A couple weeks back in a post titled Money Merge Hyperbole, I discussed the Money Merge product offered by UFF, and focused on the fact that in their published example, it’s clear that the use of a HELOC doesn’t provide any incremental savings. A kind reader points out on his web site, My Debt Elimination Calculator, that HELOC can provide some savings depending on a number of factors. Among them, the time of the month that income comes in, when bills are due, and the relative differences in HELOC interest rate, mortgage rate, and checking account interest. I agree with this. I’m from the “numbers don’t lie” camp and Greg offers numbers to back up his comments on that post. In his examples, the HELOC system saves $2550 more than the prepaying method on a $100K mortgage. (This is for the more realistic example where the borrower doesn’t have the (unrealistic) extra $1000/mo, but a more reasonable amount which will reduce the mortgage to 24 years from 30. In this case, Greg’s software is capturing over $100/yr in extra savings by using the HELOC. I certainly can’t knock a system that beats what I saw on official MMA sites but only costs $30. Take a look through the link above.

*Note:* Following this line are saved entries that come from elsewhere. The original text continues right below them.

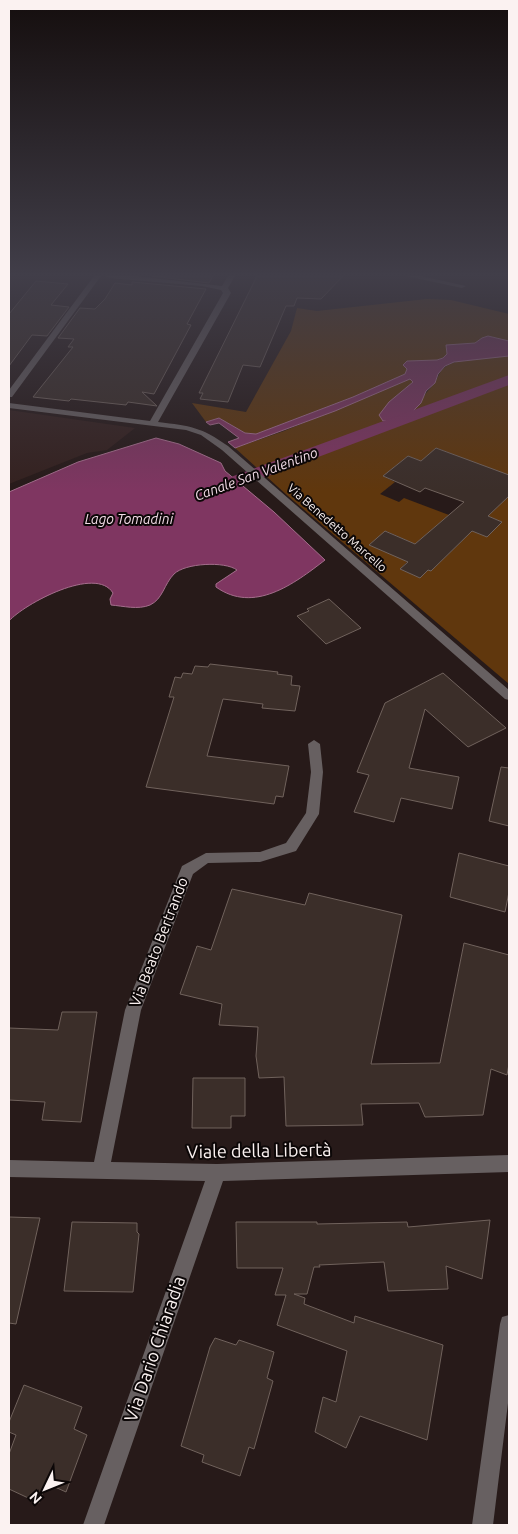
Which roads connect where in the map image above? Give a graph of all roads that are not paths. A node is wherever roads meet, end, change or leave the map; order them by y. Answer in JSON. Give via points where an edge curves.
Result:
{"nodes":[{"id":1,"x":44,"y":348,"type":"edge"},
{"id":2,"x":196,"y":348,"type":"edge"},
{"id":3,"x":9,"y":395,"type":"edge"},
{"id":4,"x":9,"y":406,"type":"edge"},
{"id":5,"x":153,"y":423,"type":"junction"},
{"id":6,"x":509,"y":696,"type":"edge"},
{"id":7,"x":314,"y":744,"type":"dead end"},
{"id":8,"x":509,"y":1164,"type":"edge"},
{"id":9,"x":9,"y":1168,"type":"edge"},
{"id":10,"x":101,"y":1170,"type":"junction"},
{"id":11,"x":217,"y":1173,"type":"junction"},
{"id":12,"x":509,"y":1324,"type":"edge"},
{"id":13,"x":93,"y":1525,"type":"edge"},
{"id":14,"x":482,"y":1525,"type":"edge"}],
"edges":[{"from":1,"to":3,"type":"street"},
{"from":2,"to":5,"type":"street"},
{"from":4,"to":5,"type":"street","name":"Via Benedetto Marcello"},
{"from":5,"to":6,"type":"street","name":"Via Benedetto Marcello","via":[[204,432],[225,448]]},
{"from":7,"to":10,"type":"street","name":"Via Beato Bertrando","via":[[317,772],[312,814],[291,847],[260,857],[206,858],[187,870],[133,1010]]},
{"from":8,"to":11,"type":"street","name":"Viale della Libertà"},
{"from":9,"to":10,"type":"street","name":"Viale della Libertà"},
{"from":10,"to":11,"type":"street","name":"Viale della Libertà"},
{"from":11,"to":13,"type":"street","name":"Via Dario Chiaradia"},
{"from":12,"to":14,"type":"street"}]}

One point I must concede is this: It’s easier to make a purchase (waste money) when it’s from cash in the bank than when you are taking that money as a HELOC withdrawal. Maybe that’s what the MMA people are trying to say, but that message is lost to me among all the hyperbole.

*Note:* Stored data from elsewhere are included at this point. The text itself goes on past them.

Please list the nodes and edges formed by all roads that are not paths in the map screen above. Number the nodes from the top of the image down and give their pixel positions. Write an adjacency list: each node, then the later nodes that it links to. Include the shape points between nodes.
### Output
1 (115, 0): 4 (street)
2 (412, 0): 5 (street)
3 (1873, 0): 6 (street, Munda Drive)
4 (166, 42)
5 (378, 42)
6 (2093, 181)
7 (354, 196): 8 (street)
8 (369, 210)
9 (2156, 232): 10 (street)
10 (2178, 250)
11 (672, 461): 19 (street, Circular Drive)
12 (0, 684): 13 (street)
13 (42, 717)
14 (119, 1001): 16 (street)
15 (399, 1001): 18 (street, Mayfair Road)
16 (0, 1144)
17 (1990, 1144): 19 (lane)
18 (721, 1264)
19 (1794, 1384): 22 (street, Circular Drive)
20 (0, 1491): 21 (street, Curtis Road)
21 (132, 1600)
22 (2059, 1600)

I will close with this question and thought. If UFF, with the chance to put their product in the best light, cannot provide an example with real numbers which shows any savings beyond that of the prepaying (which I can illustrate with a free spreadsheet) yet create this illusion of ’sophisticated algorithms’ taking millions of dollars to develop, how do they justify a $3500 price tag? On the flip side, you have been introduced to Greg, (whom I just met via my blog) a Computer Scientist who was able to write code providing a solution that actually impressed me looking at his example. I’m sure this debate isn’t over.